The North Dakota State College of Science is located in Wahpeton. The local newspaper is the ''Wahpeton Daily News''.
==History==

The first European explorer in the area was Jonathan Carver in 1767. He explored and mapped the Northwest at the request of Major Robert Rogers, commander of Fort Michilimackinac, the British fort at Mackinaw City, Michigan, which protected the passage between Lake Michigan and Lake Huron. Carver's mission was to find the Northwest passage, the imagined waterway to the Orient which Rogers was convinced existed. While Carver failed in his search, the passing years saw many fur traders and explorers pass through the area.
More than one hundred years after the Carver expedition, a United States Government surveying party passed through the Wahpeton area. J. W. Blanding, a member of the expedition, was so impressed by the fertile river valley that he returned to his Wisconsin home determined to move his family and belongings to the Dakota Territory.
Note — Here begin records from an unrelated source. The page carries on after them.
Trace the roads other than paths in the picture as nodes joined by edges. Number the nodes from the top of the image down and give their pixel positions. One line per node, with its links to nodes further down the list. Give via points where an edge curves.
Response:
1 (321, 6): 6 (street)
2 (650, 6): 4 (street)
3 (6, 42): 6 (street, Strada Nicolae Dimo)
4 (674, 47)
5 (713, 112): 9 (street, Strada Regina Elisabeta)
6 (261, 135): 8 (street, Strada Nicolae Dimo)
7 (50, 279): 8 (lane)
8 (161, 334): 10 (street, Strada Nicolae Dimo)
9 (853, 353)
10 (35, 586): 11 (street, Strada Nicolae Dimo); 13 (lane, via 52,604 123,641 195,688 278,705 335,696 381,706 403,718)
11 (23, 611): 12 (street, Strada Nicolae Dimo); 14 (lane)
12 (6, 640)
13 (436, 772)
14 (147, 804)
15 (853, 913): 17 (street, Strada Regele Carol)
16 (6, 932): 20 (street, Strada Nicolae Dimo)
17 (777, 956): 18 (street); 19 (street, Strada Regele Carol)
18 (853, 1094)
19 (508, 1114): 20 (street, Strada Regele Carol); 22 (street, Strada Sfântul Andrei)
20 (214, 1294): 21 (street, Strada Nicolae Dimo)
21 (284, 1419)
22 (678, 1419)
Blanding so influenced other Wisconsin settlers that many of them arrived and homesteaded in the Wahpeton area before Blanding could return.
The first settler was Morgan T. Rich. His plow turned the first furrow of rich black bottomland in 1869. When other settlers arrived, they formed a tiny community and named it Richville, commemorating both its founder and the fertile quality of the soil.
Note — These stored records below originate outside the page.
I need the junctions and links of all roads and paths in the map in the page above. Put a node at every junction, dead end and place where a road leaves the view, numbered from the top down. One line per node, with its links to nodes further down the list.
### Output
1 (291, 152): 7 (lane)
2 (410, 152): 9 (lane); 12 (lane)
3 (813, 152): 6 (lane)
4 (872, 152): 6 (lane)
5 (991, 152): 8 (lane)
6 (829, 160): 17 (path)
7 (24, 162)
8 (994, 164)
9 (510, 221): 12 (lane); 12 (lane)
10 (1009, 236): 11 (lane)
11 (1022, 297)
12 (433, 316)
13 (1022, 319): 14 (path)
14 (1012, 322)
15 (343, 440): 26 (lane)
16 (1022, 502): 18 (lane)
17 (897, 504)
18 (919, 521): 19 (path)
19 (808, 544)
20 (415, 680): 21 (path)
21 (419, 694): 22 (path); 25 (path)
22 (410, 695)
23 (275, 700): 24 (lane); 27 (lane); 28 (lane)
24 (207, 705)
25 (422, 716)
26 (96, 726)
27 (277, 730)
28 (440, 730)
In 1871, a post office was opened. At the same time, the town's name was changed to Chahinkapa, a Lakota Sioux word meaning "the end of the woods". Two years later, the county was organized and called Chahinkapa County. Later that year the county was renamed Richland County and the town of Chahinkapa renamed Wahpeton, an adaptation of the Dakota name of the local population of Dakota Indians, the Wakhpetonwan. The name meant "leaf dwellers", and was adopted when they lived in the vicinity of Lake Mille Lacs before they were displaced by the Ojibwa.
Growth of the village of Wahpeton was quite slow during the first few years, but growth was spurred in 1872 when the St. Paul and Pacific Railway (now the Great Northern) extended a line into Breckenridge, Minnesota, a tiny community just across the Bois de Sioux River from Wahpeton. This created a booming business in flatboat building in both communities. Flat boats could carry freight directly from the railroad down river to northern North Dakota and all the way to Winnipeg, Canada, via the Red River of the North.
The railroad line opened up the area to many more settlers. Germans, Bohemians, Scandinavians, and Native Americans moved to Richland County to file homesteads. In 1874, Jacob Morvin and Joseph Sittarich opened the first retail store in the county. By 1876 the traffic between Wahpeton and Breckenridge had grown to where the local ferry could not handle it and a bridge was built across the Bois de Sioux River connecting the two towns.
Another flurry of growth occurred in 1880 when the St. Paul, Minneapolis, and Manitoba Railroad crossed the river and pushed its tracks on toward the north-west. By 1883 the population of Wahpeton was estimated to be as high as 1,400 people.
In 1888, the Northern Light Electric Company (NLEC) was organized, making Wahpeton among the first cities in North Dakota to be electrified. In 1909, NLEC became the first customer of the newly founded Otter Tail Power Company. In 1913, the owner of NLEC, C. B. Kidder, sold his company to Otter Tail Power and became its first general manager. In 1927, Otter Tail Power built what was then its largest power plant at Wahpeton and it was named Kidder Station. The plant was removed in 1977; the site is now a park.
In 1889, the Red River Valley University was established in Wahpeton; it later became the North Dakota State College of Science.
In 1904, the United States Government established the Wahpeton Indian School (now called Circle of Nations School) for the education of Native American children from northern Minnesota, North Dakota and northern South Dakota.